Records shown

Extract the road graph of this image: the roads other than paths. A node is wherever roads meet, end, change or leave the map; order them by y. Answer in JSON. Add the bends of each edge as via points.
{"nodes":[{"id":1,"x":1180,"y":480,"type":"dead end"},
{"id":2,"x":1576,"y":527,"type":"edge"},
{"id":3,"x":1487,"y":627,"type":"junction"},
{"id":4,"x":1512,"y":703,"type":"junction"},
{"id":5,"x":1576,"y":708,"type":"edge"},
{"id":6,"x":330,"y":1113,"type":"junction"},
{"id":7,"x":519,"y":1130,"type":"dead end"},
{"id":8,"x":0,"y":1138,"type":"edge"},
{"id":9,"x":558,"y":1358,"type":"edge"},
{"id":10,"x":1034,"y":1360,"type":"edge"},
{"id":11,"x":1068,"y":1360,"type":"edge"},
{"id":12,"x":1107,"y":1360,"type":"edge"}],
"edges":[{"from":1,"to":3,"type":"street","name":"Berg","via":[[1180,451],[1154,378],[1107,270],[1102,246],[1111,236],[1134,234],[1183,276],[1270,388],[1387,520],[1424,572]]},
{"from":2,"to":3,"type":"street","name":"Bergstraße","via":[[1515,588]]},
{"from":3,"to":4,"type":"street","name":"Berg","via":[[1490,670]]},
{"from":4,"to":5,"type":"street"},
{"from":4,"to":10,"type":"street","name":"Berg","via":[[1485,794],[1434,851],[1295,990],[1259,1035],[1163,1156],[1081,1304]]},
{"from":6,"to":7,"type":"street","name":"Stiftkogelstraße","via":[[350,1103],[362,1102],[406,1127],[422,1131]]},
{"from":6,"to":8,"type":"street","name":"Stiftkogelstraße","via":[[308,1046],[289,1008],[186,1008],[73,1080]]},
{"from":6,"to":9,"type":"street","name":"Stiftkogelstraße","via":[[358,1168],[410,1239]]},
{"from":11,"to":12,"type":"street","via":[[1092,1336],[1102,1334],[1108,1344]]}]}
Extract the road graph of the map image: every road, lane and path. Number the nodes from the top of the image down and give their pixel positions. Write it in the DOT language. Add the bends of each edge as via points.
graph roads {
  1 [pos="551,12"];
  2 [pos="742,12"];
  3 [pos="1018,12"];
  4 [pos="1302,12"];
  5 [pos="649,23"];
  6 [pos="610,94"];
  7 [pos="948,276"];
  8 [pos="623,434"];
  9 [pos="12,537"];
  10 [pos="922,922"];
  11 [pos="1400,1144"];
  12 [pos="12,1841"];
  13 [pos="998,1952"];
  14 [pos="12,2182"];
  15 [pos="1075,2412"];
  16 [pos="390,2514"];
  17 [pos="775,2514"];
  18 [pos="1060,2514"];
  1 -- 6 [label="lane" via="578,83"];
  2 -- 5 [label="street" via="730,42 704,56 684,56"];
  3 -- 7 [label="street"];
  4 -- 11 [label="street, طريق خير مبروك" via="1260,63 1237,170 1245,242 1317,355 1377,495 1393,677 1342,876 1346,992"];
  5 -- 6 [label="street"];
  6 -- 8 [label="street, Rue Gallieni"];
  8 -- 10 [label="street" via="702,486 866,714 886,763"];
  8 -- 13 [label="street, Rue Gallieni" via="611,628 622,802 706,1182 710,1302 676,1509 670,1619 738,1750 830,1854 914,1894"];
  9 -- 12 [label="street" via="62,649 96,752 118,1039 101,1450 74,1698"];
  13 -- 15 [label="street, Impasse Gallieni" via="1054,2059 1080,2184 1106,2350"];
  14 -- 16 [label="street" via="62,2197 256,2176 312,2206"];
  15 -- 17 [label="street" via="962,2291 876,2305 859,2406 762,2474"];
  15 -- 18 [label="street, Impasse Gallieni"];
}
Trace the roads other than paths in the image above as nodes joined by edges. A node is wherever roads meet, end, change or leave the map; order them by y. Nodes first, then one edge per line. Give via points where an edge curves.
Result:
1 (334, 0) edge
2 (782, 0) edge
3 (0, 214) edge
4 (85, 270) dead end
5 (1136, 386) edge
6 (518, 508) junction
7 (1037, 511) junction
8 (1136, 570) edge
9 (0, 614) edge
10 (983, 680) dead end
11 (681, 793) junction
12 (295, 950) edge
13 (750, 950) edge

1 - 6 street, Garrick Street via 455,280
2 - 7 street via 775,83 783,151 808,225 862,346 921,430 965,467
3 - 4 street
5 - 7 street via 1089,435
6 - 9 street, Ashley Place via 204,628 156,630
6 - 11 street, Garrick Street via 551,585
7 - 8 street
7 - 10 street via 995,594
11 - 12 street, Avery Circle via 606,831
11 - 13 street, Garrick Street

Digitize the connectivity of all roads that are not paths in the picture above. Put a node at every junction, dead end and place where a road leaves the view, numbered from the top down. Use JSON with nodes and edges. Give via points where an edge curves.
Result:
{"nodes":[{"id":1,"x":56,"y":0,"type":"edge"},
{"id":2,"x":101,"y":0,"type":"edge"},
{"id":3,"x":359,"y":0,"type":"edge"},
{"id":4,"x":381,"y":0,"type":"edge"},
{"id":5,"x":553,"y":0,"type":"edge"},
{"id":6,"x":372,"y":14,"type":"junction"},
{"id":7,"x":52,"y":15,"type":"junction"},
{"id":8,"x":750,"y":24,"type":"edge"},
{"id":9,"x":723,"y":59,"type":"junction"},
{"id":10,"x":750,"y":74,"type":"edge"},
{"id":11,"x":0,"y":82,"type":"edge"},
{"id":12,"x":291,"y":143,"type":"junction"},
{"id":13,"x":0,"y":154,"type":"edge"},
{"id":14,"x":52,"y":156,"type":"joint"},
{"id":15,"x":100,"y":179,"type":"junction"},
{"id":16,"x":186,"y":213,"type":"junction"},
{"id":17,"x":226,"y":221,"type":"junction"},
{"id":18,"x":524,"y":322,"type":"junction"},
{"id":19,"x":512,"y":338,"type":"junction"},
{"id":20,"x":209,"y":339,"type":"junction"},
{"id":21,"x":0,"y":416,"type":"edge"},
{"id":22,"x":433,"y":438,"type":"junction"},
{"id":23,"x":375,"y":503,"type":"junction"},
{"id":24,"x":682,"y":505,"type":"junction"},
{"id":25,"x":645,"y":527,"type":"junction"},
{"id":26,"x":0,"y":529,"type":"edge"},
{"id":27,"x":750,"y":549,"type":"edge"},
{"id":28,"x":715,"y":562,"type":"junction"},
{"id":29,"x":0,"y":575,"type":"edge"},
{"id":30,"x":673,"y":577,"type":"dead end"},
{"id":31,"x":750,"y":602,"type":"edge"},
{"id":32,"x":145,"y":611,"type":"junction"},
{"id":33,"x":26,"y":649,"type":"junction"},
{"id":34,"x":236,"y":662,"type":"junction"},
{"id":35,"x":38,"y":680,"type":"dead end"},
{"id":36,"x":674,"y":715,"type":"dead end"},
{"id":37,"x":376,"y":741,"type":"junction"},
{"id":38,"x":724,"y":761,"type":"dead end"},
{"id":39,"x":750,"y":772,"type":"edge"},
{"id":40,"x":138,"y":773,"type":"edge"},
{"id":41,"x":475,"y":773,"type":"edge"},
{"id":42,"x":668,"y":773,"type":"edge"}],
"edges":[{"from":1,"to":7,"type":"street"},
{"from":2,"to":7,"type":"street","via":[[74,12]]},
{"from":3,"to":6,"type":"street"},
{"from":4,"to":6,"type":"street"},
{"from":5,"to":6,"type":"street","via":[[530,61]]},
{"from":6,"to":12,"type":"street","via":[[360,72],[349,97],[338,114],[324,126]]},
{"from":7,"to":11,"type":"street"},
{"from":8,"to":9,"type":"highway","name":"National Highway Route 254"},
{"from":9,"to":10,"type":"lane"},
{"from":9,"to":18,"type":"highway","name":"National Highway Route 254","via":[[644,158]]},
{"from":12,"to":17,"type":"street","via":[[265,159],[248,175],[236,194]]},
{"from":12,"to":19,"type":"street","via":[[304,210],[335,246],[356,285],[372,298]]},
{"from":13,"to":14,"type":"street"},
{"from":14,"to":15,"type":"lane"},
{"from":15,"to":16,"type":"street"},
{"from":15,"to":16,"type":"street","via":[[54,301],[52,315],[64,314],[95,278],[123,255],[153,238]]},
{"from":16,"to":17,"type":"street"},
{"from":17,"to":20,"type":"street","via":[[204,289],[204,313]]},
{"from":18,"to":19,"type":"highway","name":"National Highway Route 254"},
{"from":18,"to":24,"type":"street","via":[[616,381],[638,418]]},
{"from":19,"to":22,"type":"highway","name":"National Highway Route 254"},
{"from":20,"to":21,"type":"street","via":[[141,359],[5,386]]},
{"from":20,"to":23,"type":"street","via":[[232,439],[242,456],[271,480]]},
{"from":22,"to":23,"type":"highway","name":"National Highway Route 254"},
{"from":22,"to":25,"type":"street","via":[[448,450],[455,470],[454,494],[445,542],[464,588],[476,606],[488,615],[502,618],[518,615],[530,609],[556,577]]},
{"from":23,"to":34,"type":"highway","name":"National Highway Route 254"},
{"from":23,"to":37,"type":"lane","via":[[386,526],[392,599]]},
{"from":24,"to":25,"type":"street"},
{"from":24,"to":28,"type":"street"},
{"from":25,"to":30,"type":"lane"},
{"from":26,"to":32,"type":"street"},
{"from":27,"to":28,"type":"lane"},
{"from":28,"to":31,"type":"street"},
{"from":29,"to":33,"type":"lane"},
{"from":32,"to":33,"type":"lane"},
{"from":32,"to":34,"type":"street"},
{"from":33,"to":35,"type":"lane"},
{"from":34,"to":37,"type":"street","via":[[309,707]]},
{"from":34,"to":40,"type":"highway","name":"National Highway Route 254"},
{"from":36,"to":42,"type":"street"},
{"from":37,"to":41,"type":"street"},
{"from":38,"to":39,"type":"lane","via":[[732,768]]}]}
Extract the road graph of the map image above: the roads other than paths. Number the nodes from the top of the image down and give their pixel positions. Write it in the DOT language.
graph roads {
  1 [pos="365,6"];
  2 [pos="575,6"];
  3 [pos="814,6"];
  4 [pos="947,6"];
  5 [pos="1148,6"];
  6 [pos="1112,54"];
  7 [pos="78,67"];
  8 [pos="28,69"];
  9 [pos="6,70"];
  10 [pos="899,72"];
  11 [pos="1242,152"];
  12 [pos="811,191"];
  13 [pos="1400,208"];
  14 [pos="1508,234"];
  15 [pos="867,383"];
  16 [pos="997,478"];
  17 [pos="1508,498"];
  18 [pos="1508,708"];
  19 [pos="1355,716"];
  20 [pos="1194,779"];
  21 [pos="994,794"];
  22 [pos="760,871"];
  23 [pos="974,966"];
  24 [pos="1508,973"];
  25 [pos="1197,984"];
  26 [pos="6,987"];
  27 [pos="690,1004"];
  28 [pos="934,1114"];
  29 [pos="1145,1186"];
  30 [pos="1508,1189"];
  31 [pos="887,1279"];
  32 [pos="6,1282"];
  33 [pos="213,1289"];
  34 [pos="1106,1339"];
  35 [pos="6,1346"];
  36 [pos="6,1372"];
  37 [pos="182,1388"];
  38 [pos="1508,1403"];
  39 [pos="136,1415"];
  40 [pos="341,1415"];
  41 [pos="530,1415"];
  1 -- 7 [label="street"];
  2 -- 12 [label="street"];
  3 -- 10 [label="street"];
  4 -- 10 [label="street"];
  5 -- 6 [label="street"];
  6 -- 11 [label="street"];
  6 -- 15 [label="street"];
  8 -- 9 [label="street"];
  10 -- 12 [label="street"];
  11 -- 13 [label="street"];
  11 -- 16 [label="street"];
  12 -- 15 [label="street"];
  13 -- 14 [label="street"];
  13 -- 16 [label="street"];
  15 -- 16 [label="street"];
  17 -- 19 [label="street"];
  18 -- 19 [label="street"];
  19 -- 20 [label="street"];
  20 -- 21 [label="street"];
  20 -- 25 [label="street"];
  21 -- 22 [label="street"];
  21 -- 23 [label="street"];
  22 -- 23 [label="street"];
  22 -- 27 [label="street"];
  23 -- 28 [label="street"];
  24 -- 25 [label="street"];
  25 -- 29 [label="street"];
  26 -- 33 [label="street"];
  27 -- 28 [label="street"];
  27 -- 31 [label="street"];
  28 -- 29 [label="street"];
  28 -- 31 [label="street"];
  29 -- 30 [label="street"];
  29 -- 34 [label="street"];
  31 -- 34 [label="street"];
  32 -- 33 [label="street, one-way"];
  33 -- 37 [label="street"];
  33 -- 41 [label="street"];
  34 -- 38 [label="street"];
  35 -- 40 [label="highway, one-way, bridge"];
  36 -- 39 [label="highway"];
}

What needs to be done
Retype only this portion of the data above: the line containing "Trace the roads", the line containing "Digitize the connectivity", and all lines between them, exactly.

The completed task
Trace the roads other than paths in the image above as nodes joined by edges. A node is wherever roads meet, end, change or leave the map; order them by y. Nodes first, then one edge per line. Give via points where an edge curves.
Result:
1 (334, 0) edge
2 (782, 0) edge
3 (0, 214) edge
4 (85, 270) dead end
5 (1136, 386) edge
6 (518, 508) junction
7 (1037, 511) junction
8 (1136, 570) edge
9 (0, 614) edge
10 (983, 680) dead end
11 (681, 793) junction
12 (295, 950) edge
13 (750, 950) edge

1 - 6 street, Garrick Street via 455,280
2 - 7 street via 775,83 783,151 808,225 862,346 921,430 965,467
3 - 4 street
5 - 7 street via 1089,435
6 - 9 street, Ashley Place via 204,628 156,630
6 - 11 street, Garrick Street via 551,585
7 - 8 street
7 - 10 street via 995,594
11 - 12 street, Avery Circle via 606,831
11 - 13 street, Garrick Street

Digitize the connectivity of all roads that are not paths in the picture above. Put a node at every junction, dead end and place where a road leaves the view, numbered from the top down. Use JSON with nodes and edges. Give via points where an edge curves.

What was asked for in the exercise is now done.